_PROBLEM DESCRIPTION:_
Only the lines from the one containing "x y h add x" through the one containing "0 2184 translate 1 -1 scale" should be printed, exactly as they appear below, with both ends included.

★ ★ ★ ★

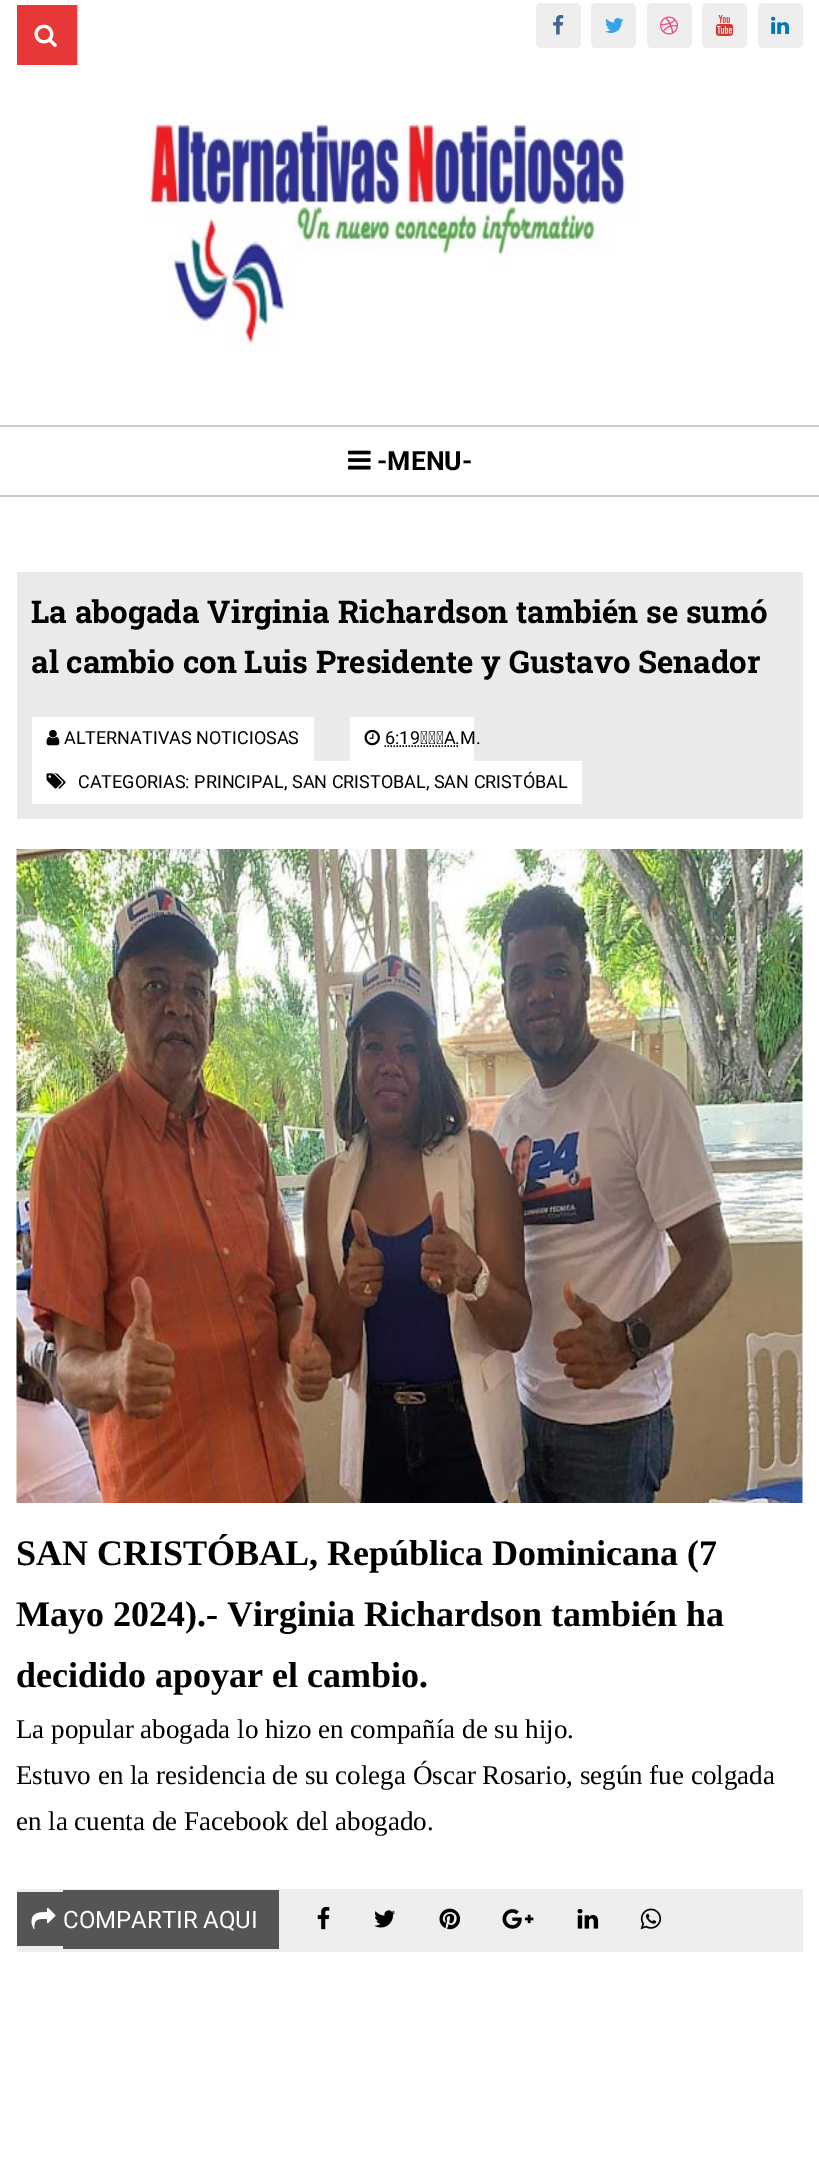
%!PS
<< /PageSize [819 2184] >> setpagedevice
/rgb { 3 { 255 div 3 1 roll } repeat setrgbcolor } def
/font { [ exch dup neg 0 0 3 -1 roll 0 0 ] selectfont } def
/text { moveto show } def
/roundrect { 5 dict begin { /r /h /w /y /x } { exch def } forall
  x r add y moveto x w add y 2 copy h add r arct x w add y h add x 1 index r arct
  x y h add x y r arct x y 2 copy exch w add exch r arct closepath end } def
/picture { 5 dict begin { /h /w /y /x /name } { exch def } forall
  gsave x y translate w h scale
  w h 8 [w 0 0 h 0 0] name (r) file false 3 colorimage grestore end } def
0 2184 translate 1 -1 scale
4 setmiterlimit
255 255 255 rgb
0 0 819 2184 rectfill
204 204 204 rgb
2 setlinewidth
58 6 19 58 rectstroke
232 55 55 rgb
17 5 60 60 rectfill
(img_01.rgb) 34 24 23 23 picture
238 238 238 rgb
536 3 45 45 5 roundrect fill
(img_02.rgb) 553 15 11 20 picture
591 3 45 45 5 roundrect fill
(img_03.rgb) 605 18 19 15 picture
647 3 45 45 5 roundrect fill
(img_04.rgb) 660 16 18 19 picture
702 3 45 45 5 roundrect fill
(img_05.rgb) 715 15 19 21 picture
758 3 45 45 5 roundrect fill
(img_06.rgb) 771 16 18 18 picture
(img_07.rgb) 147 120 486 231 picture
204 204 204 rgb
0 425 819 2 rectfill
0 495 819 2 rectfill
(img_08.rgb) 348 450 23 20 picture
234 234 234 rgb
17 572 786 247 rectfill
255 255 255 rgb
32 717 282 44 rectfill
(img_09.rgb) 46 729 14 17 picture
350 717 124 44 rectfill
(img_10.rgb) 364 729 16 17 picture
0 0 0 rgb
1.5 setlinewidth
[1.5 1.5] 0 setdash
384.5 746 moveto 74 0 rlineto stroke
255 255 255 rgb
32 761 550 43 rectfill
(img_11.rgb) 46 773 20 16 picture
(img_12.rgb) 16 849 787 654 picture
238 238 238 rgb
17 1889 786 63 rectfill
85 85 85 rgb
17 1892 46 54 rectfill
63 1890 216 59 rectfill
(img_13.rgb) 31 1907 25 23 picture
(img_14.rgb) 317 1906 13 24 picture
(img_15.rgb) 374 1910 21 18 picture
(img_16.rgb) 439 1908 22 22 picture
(img_17.rgb) 502 1909 32 20 picture
(img_18.rgb) 577 1908 22 21 picture
(img_19.rgb) 640 1908 22 22 picture
/Roboto-Bold 26.5 font
0 0 0 rgb
(-MENU-) 377 470 text
/RobotoSlab-Bold 31.2 font
(La abogada Virginia Richardson también se sumó) 31 623 text
(al cambio con Luis Presidente y Gustavo Senador) 31 673 text
/Roboto-Regular 18 font
(ALTERNATIVAS NOTICIOSAS) 64 744 text
(6:19 A.M.) 385 744 text
(CATEGORIAS: PRINCIPAL, SAN CRISTOBAL, SAN CRISTÓBAL) 78 788 text
/LiberationSerif-Bold 36 font
(SAN CRISTÓBAL, República Dominicana \(7) 16 1565 text
(Mayo 2024\).- Virginia Richardson también ha) 16 1626 text
(decidido apoyar el cambio.) 16 1687 text
/LiberationSerif-Regular 27 font
(La popular abogada lo hizo en compañía de su hijo.) 16 1738 text
(Estuvo en la residencia de su colega Óscar Rosario, según fue colgada) 16 1784 text
(en la cuenta de Facebook del abogado.) 16 1830 text
/Roboto-Regular 24 font
255 255 255 rgb
(COMPARTIR AQUI) 63 1928 text
showpage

★ ★ ★ ★

_WRITTEN REPLY:_
  x y h add x y r arct x y 2 copy exch w add exch r arct closepath end } def
/picture { 5 dict begin { /h /w /y /x /name } { exch def } forall
  gsave x y translate w h scale
  w h 8 [w 0 0 h 0 0] name (r) file false 3 colorimage grestore end } def
0 2184 translate 1 -1 scale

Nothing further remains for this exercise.